There is a peculiar and vagrant charm about the Adriatic, different from the exquisite beauty of the Ligurian Riviera with its rounded bays and vine-clad hills, but worthy of a sea which washes the golden shore of Greece as well as the most romantic coast in Italy. The Appennines tower upon the horizon, and many mountain rivers rush from them to the ocean, and flood the sapphire water at their mouths with opaque gold churned from their sandy beds. Flowers grow upon the shore only separated from the sea by a strip of shingle,—tamarisks and sea-holly, mallows and yellow mulleins. And all the way from Ancona to Ravenna, save where the line runs through the famous pine-woods, are ancient cities strung like jewels along the shore of the Adriatic, with their river-harbours full of the gold and copper-coloured sails of fishing-boats—Senigallia, which Pompey devastated; Fano, Fortune's fane, linked to Rome by the Flaminian Way; Pesaro, a city of the Sikels; Gradara up on the mountains with a perfect mediaeval castle and a flight of towered walls; and Rimini, Caesar's first footing after he had crossed the Rubicon. They are all more or less blatant seaside resorts, especially Rimini, whose plage rivals that of Livorno.
RAVENNA: THE PINETA.
Of them all Ravenna only is unspoiled. She is a jewelled city where East and West, Christian and Pagan, Rome and Byzantium met and commingled and immortalised themselves in the service of Architecture.
Ravenna is a place in which one is instinctively happy. Ravenna Felix is the name she bears upon her ancient coins. And even to-day, notwithstanding her years of poverty, she has an air of subdued gaiety as though in spite of herself she must be happy. She is like a gentle convalescent who goes softly in recovering her strength. For, after many centuries of waiting, Ravenna, the Imperial City who proudly offered shelter both to Roman emperors and Gothic kings, and who was the handmaiden of Byzantium long after the Western Empire had ceased to exist, is beginning to live again. The spectre of fever has fled from her marshes; the people no longer wander palely through her streets; she is in fact the centre of a prosperous agricultural district; under the hand of science even Classis, long regarded as a hot-bed of malaria, is being revivified.

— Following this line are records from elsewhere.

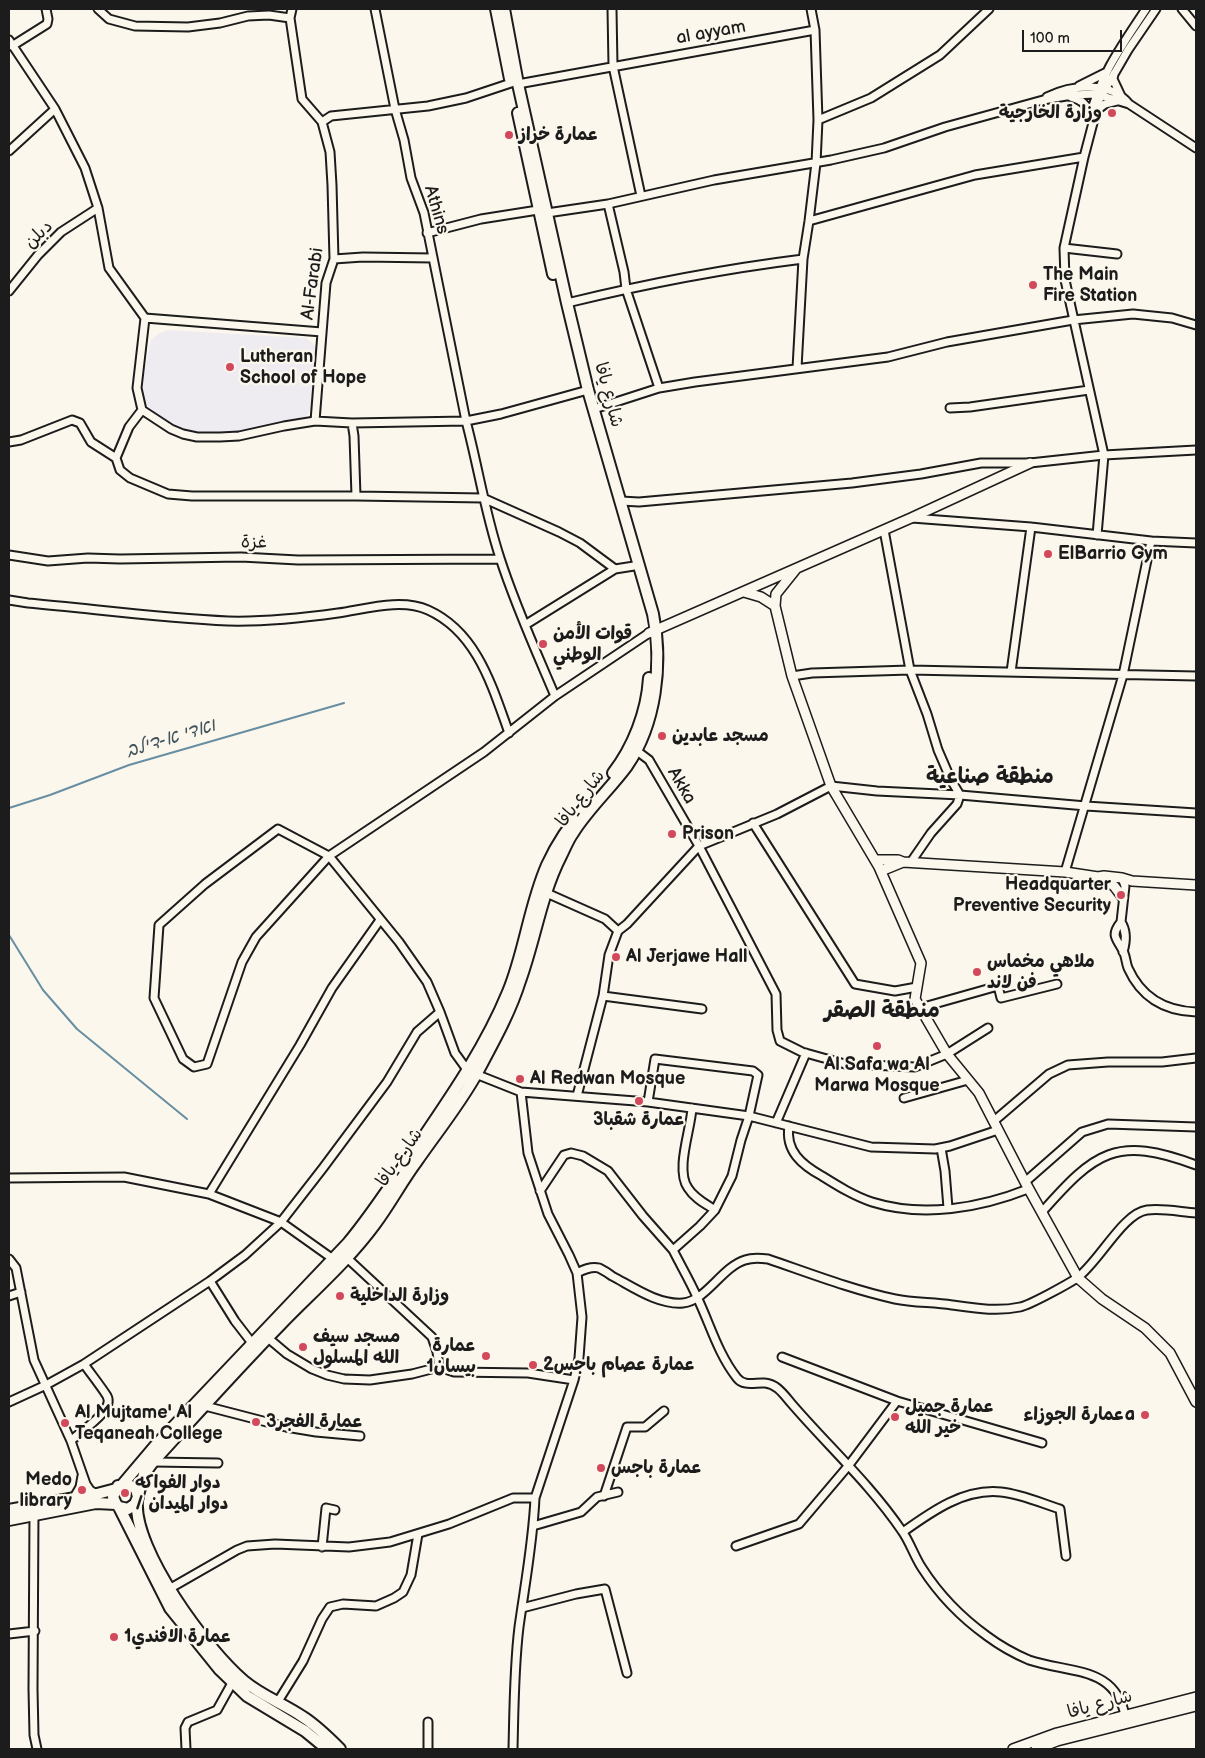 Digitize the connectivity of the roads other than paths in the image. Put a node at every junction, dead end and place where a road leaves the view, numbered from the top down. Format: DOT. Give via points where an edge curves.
graph roads {
  1 [pos="46,9"];
  2 [pos="98,9"];
  3 [pos="292,9"];
  4 [pos="374,9"];
  5 [pos="496,9"];
  6 [pos="504,9"];
  7 [pos="612,9"];
  8 [pos="811,9"];
  9 [pos="989,9"];
  10 [pos="1146,9"];
  11 [pos="1156,9"];
  12 [pos="1182,9"];
  13 [pos="290,18"];
  14 [pos="1196,26"];
  15 [pos="815,30"];
  16 [pos="10,43"];
  17 [pos="613,66"];
  18 [pos="1105,73"];
  19 [pos="1114,74"];
  20 [pos="515,83"];
  21 [pos="1075,88"];
  22 [pos="1100,92"];
  23 [pos="1068,96"];
  24 [pos="1120,98"];
  25 [pos="1042,100"];
  26 [pos="55,109"];
  27 [pos="395,109"];
  28 [pos="1097,110"];
  29 [pos="1090,117"];
  30 [pos="818,120"];
  31 [pos="322,122"];
  32 [pos="1196,148"];
  33 [pos="9,151"];
  34 [pos="1084,156"];
  35 [pos="816,163"];
  36 [pos="641,196"];
  37 [pos="608,204"];
  38 [pos="98,208"];
  39 [pos="543,211"];
  40 [pos="810,221"];
  41 [pos="427,233"];
  42 [pos="1064,248"];
  43 [pos="1117,254"];
  44 [pos="433,258"];
  45 [pos="334,259"];
  46 [pos="803,260"];
  47 [pos="626,289"];
  48 [pos="9,292"];
  49 [pos="567,303"];
  50 [pos="145,318"];
  51 [pos="1073,320"];
  52 [pos="1196,325"];
  53 [pos="322,332"];
  54 [pos="797,368"];
  55 [pos="659,388"];
  56 [pos="1089,390"];
  57 [pos="585,391"];
  58 [pos="950,408"];
  59 [pos="594,409"];
  60 [pos="142,410"];
  61 [pos="314,421"];
  62 [pos="466,421"];
  63 [pos="352,422"];
  64 [pos="9,442"];
  65 [pos="1196,450"];
  66 [pos="1104,455"];
  67 [pos="116,458"];
  68 [pos="1030,462"];
  69 [pos="356,496"];
  70 [pos="483,498"];
  71 [pos="621,502"];
  72 [pos="911,518"];
  73 [pos="1031,527"];
  74 [pos="884,530"];
  75 [pos="1097,535"];
  76 [pos="1151,541"];
  77 [pos="1196,543"];
  78 [pos="9,555"];
  79 [pos="500,559"];
  80 [pos="634,566"];
  81 [pos="615,569"];
  82 [pos="796,569"];
  83 [pos="744,592"];
  84 [pos="9,600"];
  85 [pos="775,606"];
  86 [pos="525,625"];
  87 [pos="653,632"];
  88 [pos="910,670"];
  89 [pos="1011,672"];
  90 [pos="1123,675"];
  91 [pos="792,676"];
  92 [pos="1196,676"];
  93 [pos="555,696"];
  94 [pos="509,732"];
  95 [pos="634,748"];
  96 [pos="830,786"];
  97 [pos="960,795"];
  98 [pos="1086,806"];
  99 [pos="1196,813"];
  100 [pos="754,823"];
  101 [pos="699,846"];
  102 [pos="329,856"];
  103 [pos="875,860"];
  104 [pos="907,862"];
  105 [pos="881,871"];
  106 [pos="1065,872"];
  107 [pos="1124,884"];
  108 [pos="1196,885"];
  109 [pos="543,891"];
  110 [pos="1123,898"];
  111 [pos="380,920"];
  112 [pos="618,931"];
  113 [pos="1057,984"];
  114 [pos="917,987"];
  115 [pos="603,996"];
  116 [pos="920,1008"];
  117 [pos="702,1009"];
  118 [pos="440,1012"];
  119 [pos="1196,1012"];
  120 [pos="988,1028"];
  121 [pos="806,1053"];
  122 [pos="947,1054"];
  123 [pos="1196,1058"];
  124 [pos="472,1073"];
  125 [pos="968,1080"];
  126 [pos="521,1092"];
  127 [pos="577,1096"];
  128 [pos="904,1098"];
  129 [pos="648,1102"];
  130 [pos="692,1108"];
  131 [pos="749,1116"];
  132 [pos="994,1121"];
  133 [pos="776,1123"];
  134 [pos="789,1126"];
  135 [pos="1196,1127"];
  136 [pos="998,1130"];
  137 [pos="941,1148"];
  138 [pos="1196,1165"];
  139 [pos="9,1178"];
  140 [pos="1027,1186"];
  141 [pos="540,1191"];
  142 [pos="209,1194"];
  143 [pos="948,1208"];
  144 [pos="715,1210"];
  145 [pos="1042,1212"];
  146 [pos="1196,1213"];
  147 [pos="281,1222"];
  148 [pos="673,1250"];
  149 [pos="346,1257"];
  150 [pos="9,1259"];
  151 [pos="333,1259"];
  152 [pos="576,1273"];
  153 [pos="1078,1278"];
  154 [pos="210,1281"];
  155 [pos="21,1292"];
  156 [pos="9,1296"];
  157 [pos="698,1297"];
  158 [pos="268,1338"];
  159 [pos="252,1343"];
  160 [pos="782,1357"];
  161 [pos="84,1364"];
  162 [pos="439,1367"];
  163 [pos="574,1380"];
  164 [pos="46,1385"];
  165 [pos="897,1401"];
  166 [pos="9,1402"];
  167 [pos="1196,1402"];
  168 [pos="205,1406"];
  169 [pos="664,1411"];
  170 [pos="360,1436"];
  171 [pos="70,1441"];
  172 [pos="1042,1443"];
  173 [pos="153,1462"];
  174 [pos="218,1463"];
  175 [pos="849,1465"];
  176 [pos="82,1476"];
  177 [pos="119,1487"];
  178 [pos="618,1492"];
  179 [pos="97,1494"];
  180 [pos="604,1496"];
  181 [pos="137,1498"];
  182 [pos="535,1498"];
  183 [pos="73,1499"];
  184 [pos="118,1506"];
  185 [pos="9,1510"];
  186 [pos="34,1510"];
  187 [pos="335,1510"];
  188 [pos="9,1520"];
  189 [pos="534,1526"];
  190 [pos="903,1532"];
  191 [pos="418,1534"];
  192 [pos="736,1546"];
  193 [pos="322,1547"];
  194 [pos="1066,1556"];
  195 [pos="169,1589"];
  196 [pos="522,1608"];
  197 [pos="35,1631"];
  198 [pos="9,1634"];
  199 [pos="627,1673"];
  200 [pos="232,1683"];
  201 [pos="1196,1697"];
  202 [pos="277,1703"];
  203 [pos="1196,1706"];
  204 [pos="1126,1719"];
  205 [pos="428,1722"];
  206 [pos="35,1749"];
  207 [pos="186,1749"];
  208 [pos="327,1749"];
  209 [pos="340,1749"];
  210 [pos="428,1749"];
  211 [pos="513,1749"];
  212 [pos="1013,1749"];
  213 [pos="1036,1749"];
  1 -- 16 [label="street" via="46,24"];
  2 -- 13 [label="street" via="109,19 135,26 188,27 220,24 248,16"];
  3 -- 13 [label="street"];
  4 -- 27 [label="street, Athins"];
  5 -- 20 [label="main road, شارع يافا"];
  6 -- 20 [label="main road, شارع يافا"];
  7 -- 17 [label="street"];
  8 -- 15 [label="street"];
  9 -- 30 [label="street" via="940,55 871,98"];
  10 -- 18 [label="street"];
  11 -- 19 [label="street"];
  12 -- 14 [label="street"];
  13 -- 31 [label="street" via="302,99"];
  15 -- 17 [label="street, al ayyam"];
  15 -- 30 [label="street"];
  16 -- 26 [label="street"];
  17 -- 20 [label="street, al ayyam"];
  17 -- 36 [label="street"];
  18 -- 21 [label="street"];
  18 -- 22 [label="street"];
  19 -- 22 [label="street"];
  19 -- 24 [label="street"];
  20 -- 27 [label="street, al ayyam" via="466,98"];
  20 -- 39 [label="main road, شارع يافا"];
  21 -- 22 [label="street"];
  21 -- 25 [label="street"];
  22 -- 23 [label="street"];
  22 -- 24 [label="street"];
  22 -- 28 [label="street"];
  22 -- 29 [label="street"];
  23 -- 25 [label="street"];
  23 -- 29 [label="street" via="1086,105"];
  24 -- 28 [label="street"];
  24 -- 32 [label="street"];
  25 -- 35 [label="street" via="884,148"];
  26 -- 33 [label="street"];
  26 -- 38 [label="street" via="85,168"];
  27 -- 31 [label="street, al ayyam" via="331,116"];
  27 -- 41 [label="street, Athins" via="410,178 424,213"];
  28 -- 34 [label="street"];
  29 -- 34 [label="street"];
  30 -- 35 [label="street"];
  31 -- 45 [label="street, Al-Farabi" via="330,152"];
  34 -- 40 [label="street" via="975,176"];
  34 -- 42 [label="street"];
  35 -- 36 [label="street"];
  35 -- 40 [label="street"];
  36 -- 37 [label="street"];
  37 -- 39 [label="street"];
  37 -- 47 [label="street"];
  38 -- 48 [label="street, دبلن" via="61,232"];
  38 -- 50 [label="street" via="109,268"];
  39 -- 41 [label="street" via="481,219"];
  39 -- 49 [label="main road, شارع يافا"];
  39 -- 57 [label="main road, شارع يافا"];
  40 -- 46 [label="street"];
  41 -- 44 [label="street, Athins"];
  42 -- 43 [label="street"];
  42 -- 51 [label="street" via="1065,280"];
  44 -- 45 [label="street"];
  44 -- 62 [label="street, Athins"];
  45 -- 53 [label="street, Al-Farabi" via="326,283"];
  46 -- 47 [label="street"];
  46 -- 54 [label="street"];
  47 -- 49 [label="street"];
  47 -- 55 [label="street"];
  49 -- 57 [label="main road, شارع يافا"];
  50 -- 53 [label="street"];
  50 -- 60 [label="street" via="137,388"];
  51 -- 52 [label="street" via="1133,314 1172,318"];
  51 -- 54 [label="street" via="948,342 888,357"];
  51 -- 56 [label="street"];
  53 -- 61 [label="street, Al-Farabi"];
  54 -- 55 [label="street"];
  55 -- 59 [label="street"];
  56 -- 58 [label="street"];
  56 -- 66 [label="street"];
  57 -- 59 [label="main road, شارع يافا"];
  57 -- 62 [label="street"];
  57 -- 80 [label="main road, شارع يافا"];
  59 -- 71 [label="main road, شارع يافا"];
  60 -- 61 [label="street" via="183,434 197,437 239,436"];
  60 -- 67 [label="street" via="129,428"];
  61 -- 63 [label="street"];
  62 -- 63 [label="street"];
  62 -- 70 [label="street, Athins"];
  63 -- 69 [label="street"];
  64 -- 67 [label="street" via="72,420 80,423 91,442"];
  65 -- 66 [label="street"];
  66 -- 68 [label="street"];
  66 -- 75 [label="street"];
  67 -- 69 [label="street" via="120,470 130,478 168,494"];
  68 -- 71 [label="street" via="981,463 852,483"];
  68 -- 72 [label="street"];
  69 -- 70 [label="street"];
  70 -- 79 [label="street, Athins"];
  70 -- 81 [label="street" via="580,543"];
  71 -- 87 [label="main road, شارع يافا" via="640,565"];
  72 -- 73 [label="street"];
  72 -- 74 [label="street"];
  73 -- 75 [label="street"];
  73 -- 89 [label="street"];
  74 -- 82 [label="street"];
  74 -- 88 [label="street"];
  75 -- 76 [label="street"];
  76 -- 77 [label="street"];
  76 -- 90 [label="street"];
  78 -- 79 [label="street, غزة" via="48,561 88,558"];
  79 -- 86 [label="street, Athins"];
  80 -- 81 [label="street"];
  80 -- 87 [label="main road, شارع يافا"];
  81 -- 86 [label="street"];
  82 -- 83 [label="street"];
  82 -- 85 [label="street" via="776,594"];
  83 -- 85 [label="street"];
  83 -- 87 [label="street"];
  84 -- 94 [label="street" via="229,621 292,619 401,604 426,610 446,621 471,646 486,671"];
  85 -- 91 [label="street"];
  86 -- 93 [label="street, Athins"];
  87 -- 93 [label="street"];
  87 -- 95 [label="main road, شارع يافا" via="657,660 654,694 649,718"];
  88 -- 89 [label="street"];
  88 -- 91 [label="street"];
  88 -- 97 [label="street" via="938,750"];
  89 -- 90 [label="street"];
  90 -- 92 [label="street"];
  90 -- 98 [label="street"];
  91 -- 96 [label="street"];
  93 -- 94 [label="street"];
  94 -- 102 [label="street"];
  95 -- 101 [label="street, Akka" via="649,760"];
  95 -- 109 [label="main road, شارع يافا" via="613,784 573,832"];
  96 -- 97 [label="street"];
  96 -- 100 [label="street"];
  96 -- 103 [label="street"];
  97 -- 98 [label="street"];
  97 -- 104 [label="street" via="957,804"];
  98 -- 99 [label="street"];
  98 -- 106 [label="street"];
  100 -- 101 [label="street"];
  100 -- 114 [label="street" via="855,984 895,991"];
  101 -- 112 [label="street"];
  101 -- 121 [label="street, Akka" via="776,994 780,1041"];
  102 -- 102 [label="street" via="278,829 205,884 159,925 154,998 183,1059 194,1067 206,1064 242,962 256,937"];
  102 -- 111 [label="street"];
  103 -- 104 [label="street"];
  103 -- 105 [label="street"];
  104 -- 105 [label="street"];
  104 -- 106 [label="street"];
  105 -- 114 [label="street" via="922,963"];
  106 -- 107 [label="street" via="1104,876"];
  107 -- 108 [label="street"];
  107 -- 110 [label="street"];
  107 -- 110 [label="street"];
  109 -- 112 [label="street" via="605,919"];
  109 -- 124 [label="main road, شارع يافا" via="510,1009"];
  110 -- 119 [label="street" via="1121,922 1126,937 1123,952 1133,978 1150,997 1171,1009"];
  111 -- 118 [label="street" via="427,982"];
  111 -- 142 [label="street" via="332,988"];
  112 -- 115 [label="street" via="609,955"];
  113 -- 116 [label="street" via="1000,998 998,986"];
  114 -- 116 [label="street" via="915,1000"];
  115 -- 117 [label="street"];
  115 -- 127 [label="street"];
  116 -- 122 [label="street"];
  118 -- 124 [label="street" via="454,1053"];
  118 -- 147 [label="street" via="417,1032 387,1082"];
  120 -- 122 [label="street"];
  121 -- 122 [label="street" via="845,1064 879,1067 915,1066"];
  121 -- 133 [label="street"];
  122 -- 125 [label="street"];
  123 -- 132 [label="street" via="1068,1065 1048,1074"];
  124 -- 126 [label="street"];
  124 -- 149 [label="main road, شارع يافا" via="450,1117 374,1225"];
  124 -- 151 [label="main road, شارع يافا" via="366,1222"];
  125 -- 128 [label="street"];
  125 -- 132 [label="street"];
  126 -- 127 [label="street"];
  126 -- 141 [label="street" via="528,1153"];
  127 -- 129 [label="street"];
  129 -- 130 [label="street"];
  129 -- 131 [label="street" via="655,1059 753,1071 757,1072 758,1078"];
  130 -- 131 [label="street"];
  130 -- 144 [label="street" via="683,1174 694,1196"];
  131 -- 133 [label="street"];
  131 -- 144 [label="street" via="732,1176"];
  132 -- 136 [label="street"];
  133 -- 134 [label="street"];
  134 -- 137 [label="street" via="872,1147"];
  134 -- 143 [label="street" via="789,1141 798,1160 846,1191 896,1208 924,1211"];
  135 -- 140 [label="street" via="1108,1124 1082,1132"];
  136 -- 137 [label="street"];
  136 -- 140 [label="street"];
  137 -- 143 [label="street"];
  138 -- 145 [label="street" via="1160,1152 1133,1149 1108,1155 1083,1168"];
  139 -- 142 [label="street" via="124,1177"];
  140 -- 143 [label="street" via="988,1202"];
  140 -- 145 [label="street"];
  141 -- 148 [label="street" via="564,1155 583,1156 608,1172"];
  141 -- 152 [label="street"];
  142 -- 147 [label="street"];
  144 -- 148 [label="street"];
  145 -- 153 [label="street"];
  146 -- 153 [label="street" via="1146,1210 1139,1213 1121,1227 1106,1249"];
  147 -- 151 [label="street"];
  147 -- 154 [label="street"];
  148 -- 157 [label="street"];
  149 -- 158 [label="main road, شارع يافا"];
  149 -- 162 [label="street" via="432,1337"];
  150 -- 155 [label="street" via="16,1268"];
  151 -- 159 [label="main road, شارع يافا"];
  152 -- 157 [label="street" via="599,1268 665,1301 689,1302"];
  152 -- 163 [label="street" via="582,1317 580,1358"];
  153 -- 157 [label="street" via="1021,1307 969,1308 872,1294 768,1259 754,1258 731,1267"];
  153 -- 167 [label="street" via="1145,1328 1170,1353"];
  154 -- 159 [label="street"];
  154 -- 161 [label="street"];
  155 -- 156 [label="street"];
  155 -- 164 [label="street" via="34,1360"];
  157 -- 175 [label="street" via="723,1357 739,1380 753,1384 766,1382 778,1388"];
  158 -- 162 [label="street" via="312,1369 344,1379 370,1380"];
  158 -- 168 [label="main road, شارع يافا"];
  159 -- 177 [label="main road, شارع يافا"];
  160 -- 165 [label="street"];
  161 -- 164 [label="street"];
  161 -- 171 [label="street" via="108,1398 108,1406"];
  162 -- 163 [label="street" via="454,1372 528,1373"];
  163 -- 182 [label="street"];
  164 -- 166 [label="street"];
  164 -- 171 [label="street"];
  165 -- 172 [label="street"];
  165 -- 175 [label="street"];
  168 -- 170 [label="street" via="286,1427"];
  168 -- 173 [label="main road, شارع يافا"];
  169 -- 180 [label="street" via="645,1427 627,1427"];
  171 -- 176 [label="street"];
  173 -- 174 [label="street"];
  173 -- 181 [label="main road, شارع يافا" via="144,1474"];
  175 -- 190 [label="street"];
  175 -- 192 [label="street" via="800,1524"];
  176 -- 179 [label="street" via="90,1490"];
  176 -- 183 [label="street"];
  177 -- 179 [label="main road"];
  177 -- 181 [label="main road" via="130,1484"];
  177 -- 184 [label="main road" via="113,1497"];
  178 -- 180 [label="street"];
  179 -- 183 [label="main road"];
  180 -- 189 [label="street" via="597,1497 581,1512"];
  181 -- 184 [label="main road" via="128,1509"];
  181 -- 195 [label="main road" via="138,1524"];
  182 -- 189 [label="street"];
  182 -- 191 [label="street" via="513,1498"];
  183 -- 186 [label="main road"];
  184 -- 186 [label="main road" via="96,1503"];
  184 -- 200 [label="main road" via="170,1608"];
  185 -- 186 [label="main road"];
  186 -- 188 [label="main road"];
  186 -- 197 [label="street"];
  187 -- 193 [label="street" via="326,1508"];
  189 -- 196 [label="street"];
  190 -- 194 [label="street" via="949,1503 968,1496 1002,1492 1060,1508"];
  190 -- 204 [label="street" via="931,1582 965,1618 1004,1647 1028,1659 1097,1676 1114,1690"];
  191 -- 193 [label="street" via="390,1542"];
  191 -- 202 [label="street" via="411,1575 402,1592 376,1606 343,1604 330,1607 304,1661"];
  193 -- 195 [label="street" via="247,1546"];
  195 -- 202 [label="main road" via="193,1624 232,1670"];
  196 -- 199 [label="street" via="605,1589"];
  196 -- 211 [label="street" via="514,1692"];
  197 -- 198 [label="street"];
  197 -- 206 [label="street"];
  200 -- 207 [label="street" via="216,1710 188,1722 185,1728"];
  200 -- 208 [label="main road"];
  201 -- 204 [label="street, شارع يافا"];
  202 -- 209 [label="main road" via="303,1716"];
  203 -- 204 [label="street"];
  204 -- 212 [label="street, شارع يافا" via="1058,1733"];
  204 -- 213 [label="street"];
  205 -- 210 [label="street"];
}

Just as her history is of special interest to lovers of romance, because the fate of the city was so often held in balance by the lovely women who were queens within her walls, so are her monuments of special interest alike to the historian and the student of art, as representing a period little touched upon elsewhere in Italy. For almost all the ancient buildings still standing in Ravenna were raised in the centuries which saw the Fall of Rome, the Gothic Occupation of Italy, the Invasion of the Lombards, and the final administration of the Empire through the Exarchs from the court of Byzantium in Constantinople. Through all these vicissitudes Ravenna was the seat of government, from the day when Honorius fled before the barbarians to the marsh-girt city, until the coming of Pepin of France, who invested the Papacy with Temporal Power.
Of the triple city of the Augustan era nothing remains. Where Aeolus once filled the sails of galleys in the vast harbour that Octavian built three miles from old Ravenna, he strays to-day like a vagrant musician singing strange songs of the sea among the stems of the Pineta. Classis, the ancient port, has vanished underground, and flowers bloom above the stones of Caesarea, the suburb which linked the seaport of Augustus to Ravenna.
It is not before the period when the weakling Honorius transferred his court from Rome to Ravenna that we find any traces of the city's glorious past. But here are four treasures which by themselves are worthy of a visit to Ravenna—the little church of Sant'Agata, rebuilt in the fifteenth century, but preserving some of its outer wall intact, and containing twenty-four columns of precious marbles; the chapel of San Piero Crisologo in the Episcopal palace; the Baptistery, once the thermal chamber of some Roman bath, still lined with rare mosaics of the fifth century; and the tomb of Galla Placidia, the regent of the Western Empire.